START RECORD SET
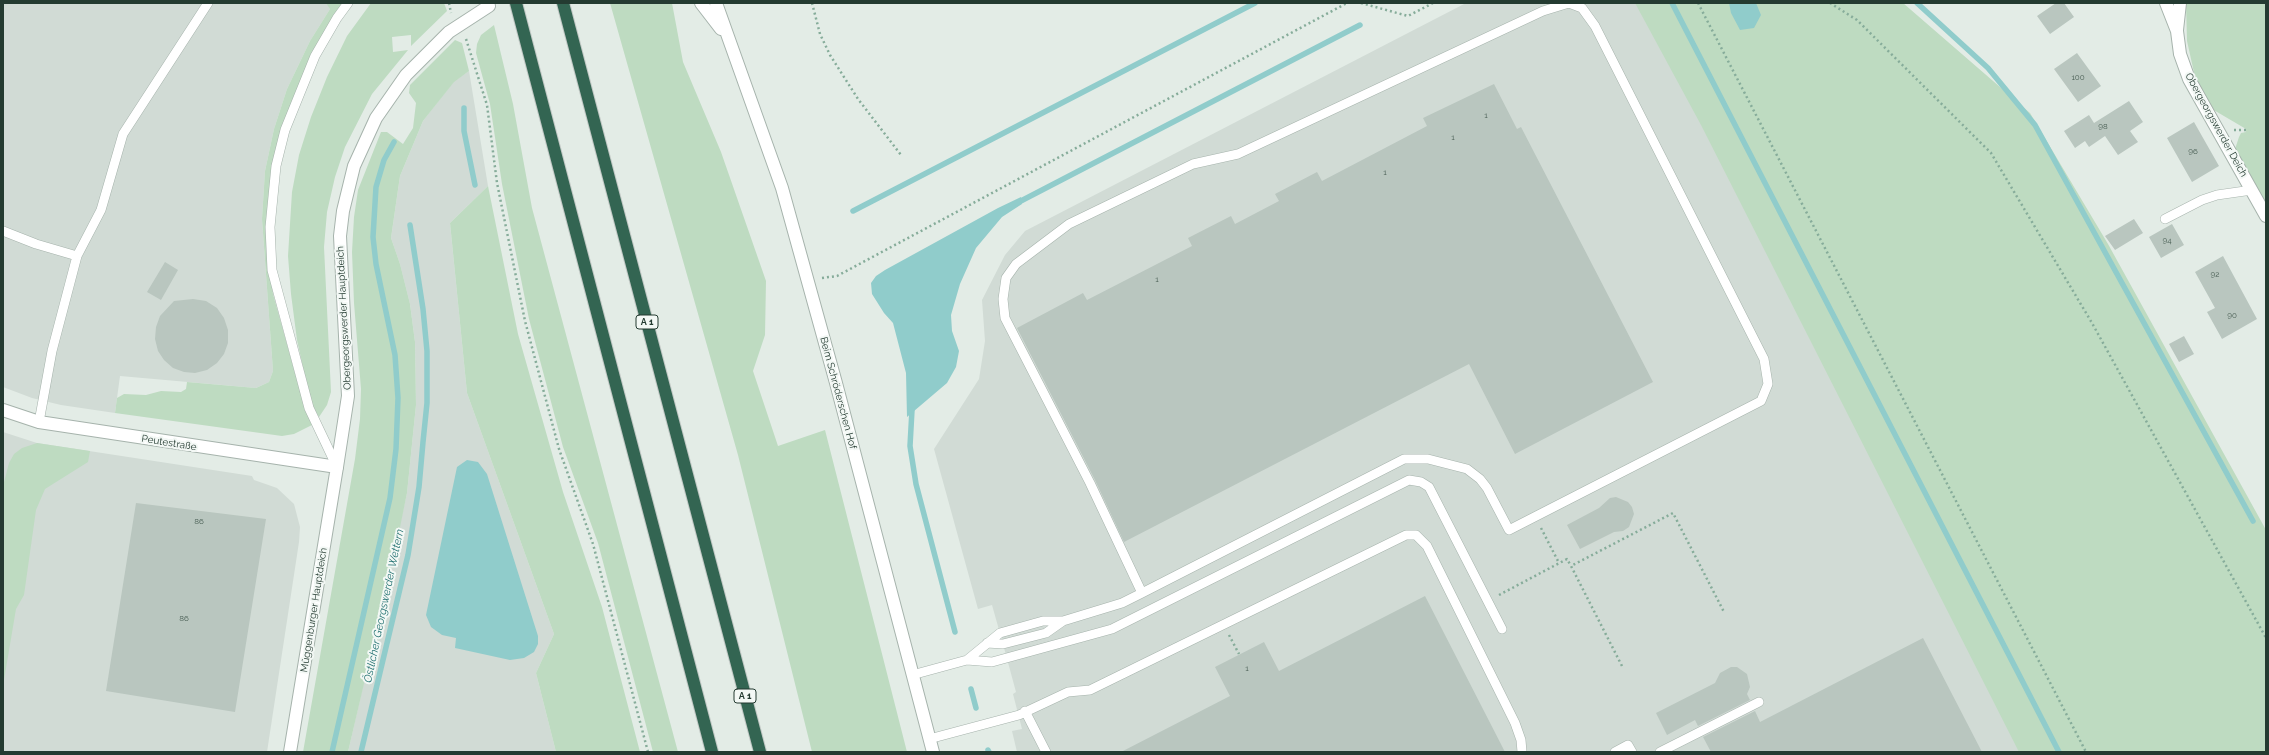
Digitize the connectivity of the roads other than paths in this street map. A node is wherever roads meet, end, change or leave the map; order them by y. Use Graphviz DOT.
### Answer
graph roads {
  1 [pos="208,3"];
  2 [pos="348,3"];
  3 [pos="516,3"];
  4 [pos="701,3"];
  5 [pos="716,3"];
  6 [pos="2166,3"];
  7 [pos="2180,3"];
  8 [pos="563,4"];
  9 [pos="488,6"];
  10 [pos="2177,31"];
  11 [pos="728,40"];
  12 [pos="2252,190"];
  13 [pos="2266,216"];
  14 [pos="2165,220"];
  15 [pos="3,231"];
  16 [pos="77,256"];
  17 [pos="3,410"];
  18 [pos="39,422"];
  19 [pos="338,467"];
  20 [pos="1142,593"];
  21 [pos="1502,629"];
  22 [pos="967,660"];
  23 [pos="912,675"];
  24 [pos="1759,702"];
  25 [pos="1025,711"];
  26 [pos="929,739"];
  27 [pos="290,752"];
  28 [pos="712,752"];
  29 [pos="760,752"];
  30 [pos="933,752"];
  31 [pos="1046,752"];
  32 [pos="1522,752"];
  33 [pos="1615,752"];
  34 [pos="1632,752"];
  35 [pos="1660,752"];
  1 -- 16 [label="lane"];
  2 -- 19 [label="lane"];
  3 -- 28 [label="highway"];
  4 -- 11 [label="street, Beim Schröderschen Hof"];
  5 -- 11 [label="street, Beim Schröderschen Hof"];
  6 -- 10 [label="street, Obergeorgswerder Deich"];
  7 -- 10 [label="street, Obergeorgswerder Deich"];
  8 -- 29 [label="highway, A 1"];
  9 -- 19 [label="street, Obergeorgswerder Hauptdeich"];
  10 -- 12 [label="street, Obergeorgswerder Deich"];
  11 -- 23 [label="street, Beim Schröderschen Hof"];
  12 -- 13 [label="street, Obergeorgswerder Deich"];
  12 -- 14 [label="lane"];
  15 -- 16 [label="lane"];
  16 -- 18 [label="lane"];
  17 -- 18 [label="street, Peutestraße"];
  18 -- 19 [label="street, Peutestraße"];
  19 -- 27 [label="street, Müggenburger Hauptdeich"];
  20 -- 20 [label="lane"];
  20 -- 22 [label="lane"];
  21 -- 22 [label="lane"];
  22 -- 23 [label="lane"];
  23 -- 26 [label="street, Beim Schröderschen Hof"];
  24 -- 35 [label="lane"];
  25 -- 26 [label="lane"];
  25 -- 31 [label="lane"];
  25 -- 32 [label="lane"];
  26 -- 30 [label="street, Beim Schröderschen Hof"];
  33 -- 34 [label="lane"];
}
END RECORD SET
**ACTION ITEM**
The answer must be every line of the data that holds the word "highway".

**TASK ANSWER**
  3 -- 28 [label="highway"];
  8 -- 29 [label="highway, A 1"];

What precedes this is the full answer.